Simone Lamsma
“Simone Lamsma played splendidly, with crisp clarity and brightly radiant sound, conveying both the rhapsodic fervor and intriguing pensiveness of the music.“
The New York Times, December 2018
Hailed for her “brilliant… polished, expressive and intense” (Cleveland Plain Dealer) and “absolutely stunning” (Chicago Tribune) playing, Dutch violinist Simone Lamsma is respected by critics, peers and audiences as one of classical music’s most striking and captivating musical personalities.
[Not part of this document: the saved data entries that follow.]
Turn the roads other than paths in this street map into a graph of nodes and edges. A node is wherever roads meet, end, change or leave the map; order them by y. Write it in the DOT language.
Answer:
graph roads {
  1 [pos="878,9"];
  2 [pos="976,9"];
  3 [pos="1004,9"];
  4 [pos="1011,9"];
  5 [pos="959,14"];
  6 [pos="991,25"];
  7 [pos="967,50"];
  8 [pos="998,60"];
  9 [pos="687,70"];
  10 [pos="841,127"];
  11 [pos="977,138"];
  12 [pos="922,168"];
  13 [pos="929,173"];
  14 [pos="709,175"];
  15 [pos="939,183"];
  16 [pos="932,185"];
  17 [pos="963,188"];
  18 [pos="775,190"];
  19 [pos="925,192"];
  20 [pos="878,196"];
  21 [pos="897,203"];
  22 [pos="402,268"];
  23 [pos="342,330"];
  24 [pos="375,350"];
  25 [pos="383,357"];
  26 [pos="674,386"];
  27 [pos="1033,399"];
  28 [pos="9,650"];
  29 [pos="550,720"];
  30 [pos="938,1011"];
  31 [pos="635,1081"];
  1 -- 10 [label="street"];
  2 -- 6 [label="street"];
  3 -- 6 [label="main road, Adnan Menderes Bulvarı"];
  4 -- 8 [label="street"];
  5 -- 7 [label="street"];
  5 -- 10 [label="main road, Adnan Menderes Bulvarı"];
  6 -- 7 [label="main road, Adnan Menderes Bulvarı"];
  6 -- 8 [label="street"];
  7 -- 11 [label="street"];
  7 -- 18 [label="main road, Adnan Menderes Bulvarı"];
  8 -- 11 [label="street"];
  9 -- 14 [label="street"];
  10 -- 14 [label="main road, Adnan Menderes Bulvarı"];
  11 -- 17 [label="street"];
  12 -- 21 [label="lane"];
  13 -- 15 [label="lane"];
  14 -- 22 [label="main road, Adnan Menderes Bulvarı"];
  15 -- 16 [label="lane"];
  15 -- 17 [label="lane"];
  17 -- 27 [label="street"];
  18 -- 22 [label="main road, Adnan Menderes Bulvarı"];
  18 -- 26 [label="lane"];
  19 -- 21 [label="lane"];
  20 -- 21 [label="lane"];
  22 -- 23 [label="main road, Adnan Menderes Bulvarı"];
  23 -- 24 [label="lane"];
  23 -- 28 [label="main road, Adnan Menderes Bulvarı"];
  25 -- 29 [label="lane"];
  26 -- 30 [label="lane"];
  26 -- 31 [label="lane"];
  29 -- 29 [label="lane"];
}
With an extensive repertoire, Simone has been the guest of many of the world’s leading orchestras such as New York Philharmonic, Los Angeles Philharmonic, Chicago Symphony, London Symphony, London Philharmonic, Royal Concertgebouw, Rotterdam Philharmonic, Dutch Radio Philharmonic, Orchestre Philharmonique de Radio France, Orchestre symphonique de Montréal, Orchestra dell’Accademia Nazionale di Santa Cecilia, Konzerthausorchester Berlin, Rundfunk Sinfonieorchester Berlin, Wiener Symphoniker, Tonkünstler Orchester, Deutsche Kammerphilharmonie Bremen, Helsinki Philharmonic, Orchestra Sinfonica Nazionale della Rai, MDR-Sinfonieorchester, National Symphony, Detroit Symphony, Pittsburgh Symphony, Dallas Symphony, Oslo Philharmonic, Stavanger Symphony, Iceland Symphony, Antwerp Symphony, Finnish Radio Symphony, Les Siécles, Orchestre Philharmonique du Luxembourg, Belgian National, Beethoven Orchester Bonn, hr-Sinfonieorchester, Cincinnati Symphony, Yomiuri Nippon Symphony, Seoul Philharmonic, San Francisco Symphony, Hong Kong Philharmonic, Royal Stockholm Philharmonic, City of Birmingham Symphony, BBC Philharmonic, BBC Symphony, The Hallé, Melbourne Symphony, and Sydney Symphony.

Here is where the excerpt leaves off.